Tweasel is a project building infrastructure for detecting and complaining about tracking and privacy violations in mobile apps on Android and iOS.
As part of this project, we developed a tool suite for automated app analysis and tracking detections. This documentation will explain how the tools work, how you can recreate and verify the results without the tools, and how to use and install them. This page should give you an overview of the tools and their capabilities. You can find the code for all our projects on GitHub. If you want to follow along with the development, have a look at our devlog. You can also join our Matrix room to get in touch.
The project is run by a privacy-focused non-profit, Datenanfragen.de e. V., who also runs the website datarequests.org, among others. It receives funds from the Zero Entrust fund in the European Commission’s Next Generation Internet program via the NLnet foundation.
Appstraction provides an abstraction layer for common instrumentation functions on mobile platforms, specifically Android and iOS. This includes installing, uninstalling, and starting apps, managing their permissions, but also managing devices, like resetting to snapshots, setting the clipboard content, configuring the proxy, etc. Appstraction is built primarily for use in mobile privacy research, but can be used for other purposes as well. It is a library, so you‘ll need to write a script to utilise its features.
Cyanoacrylate is the glue attaching
appstraction to other tools, like
mitmproxy, to create a simple toolkit run traffic analyses on lots of apps without much user interaction. This is intended especially to analyze the tracking behavior of mobile apps. It supports running apps on Android and iOS, currently on physical devices as well as an emulator for Android.
Among other things, it can:
- Check if device traffic is altered by a DNS blocker
- Start and manage an Android emulator
- Collect HTTP(S) traffic in HAR format
- Automatically manage CA and WireGuard mitmproxy setup
It is also written as a library. For each analysis, you need to write a custom script that fits your specific needs.
TrackHAR is a library for detecting tracking data transmissions from traffic in the HAR format. It utilises two approaches to identify tracking requests:
- Adapter-based parsing, which uses so-called adapters written for specfic types of requests (e.g. requests that go to a specific endpoint). These adapters define algorithms to decode the request, which are often encoded with serveral nested encodings, and match up the decoded content with pre-defined categories of data to identify which data was transmitted. The adapters are documented in the tracker wiki.
- Indicator matching, which searches for given strings – indicators – in the requests to identify honey data that had been previously placed on the device. TrackHAR uses this as a fallback if no adapters are available to match a request. Currently, it also supports matching base64- or URL-encoded indicators as well.
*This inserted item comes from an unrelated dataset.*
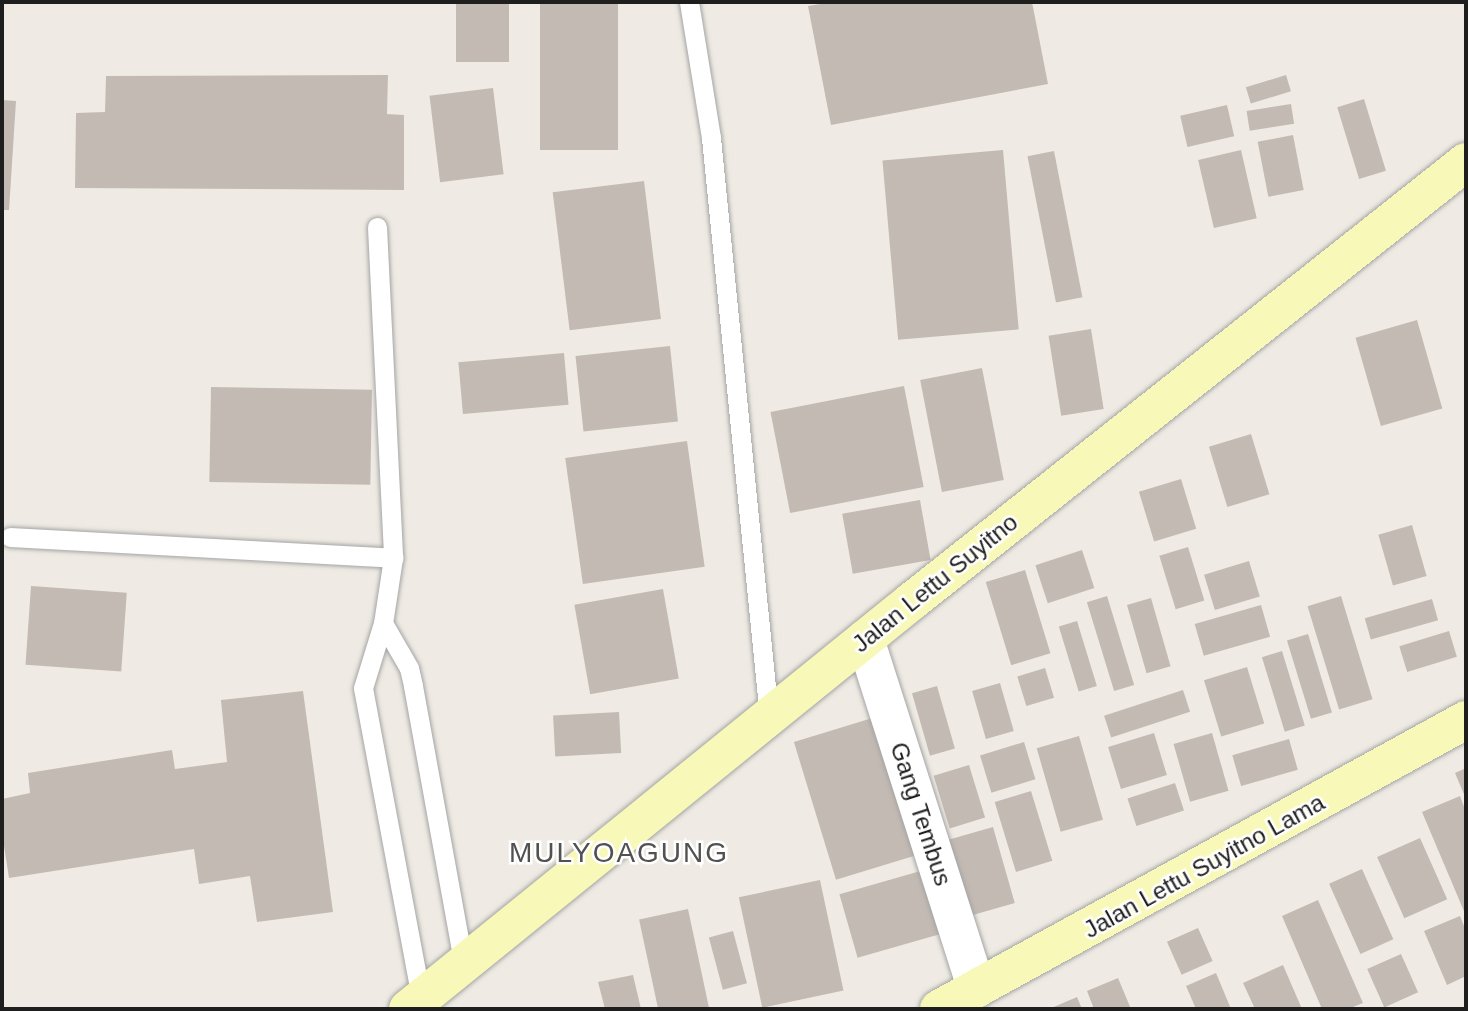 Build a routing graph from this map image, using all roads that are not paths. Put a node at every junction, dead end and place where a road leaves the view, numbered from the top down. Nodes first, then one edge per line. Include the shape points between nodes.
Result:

tweasel CLI is a commandline utility that combines
cyanoacrylate, and other utilities to create a single tool for manual mobile tracking analysis. It provides an interface to start and automate traffic recording, manage Android emulators and detect tracking in the recorded requests. If you want to get started with the project, the CLI is a good place to try out the tools.
parse-tunes and parse-play are two libraries to parse data from the Apple App Store and the Google Play Store, respectively. You can use it to get the app ranking charts or access the privacy information app developers provided to the store.
Open request database #
We regularly run large-scale traffic analyses on mobile apps. We are using this data for example to maintain the tracking endpoint adapters of TrackHAR. We want our conclusion there to be replicable by others. In addition, we want to enable as many people as possible to do their own research into trackers.
As such, we are publishing our datasets as open data at data.tweasel.org for other researchers, activists, journalists, and anyone else who is interested in understanding the inner workings of trackers. The data is published as a Datasette instance, which allows you to interactively explore the full data online, including running arbitrary SQL queries against it.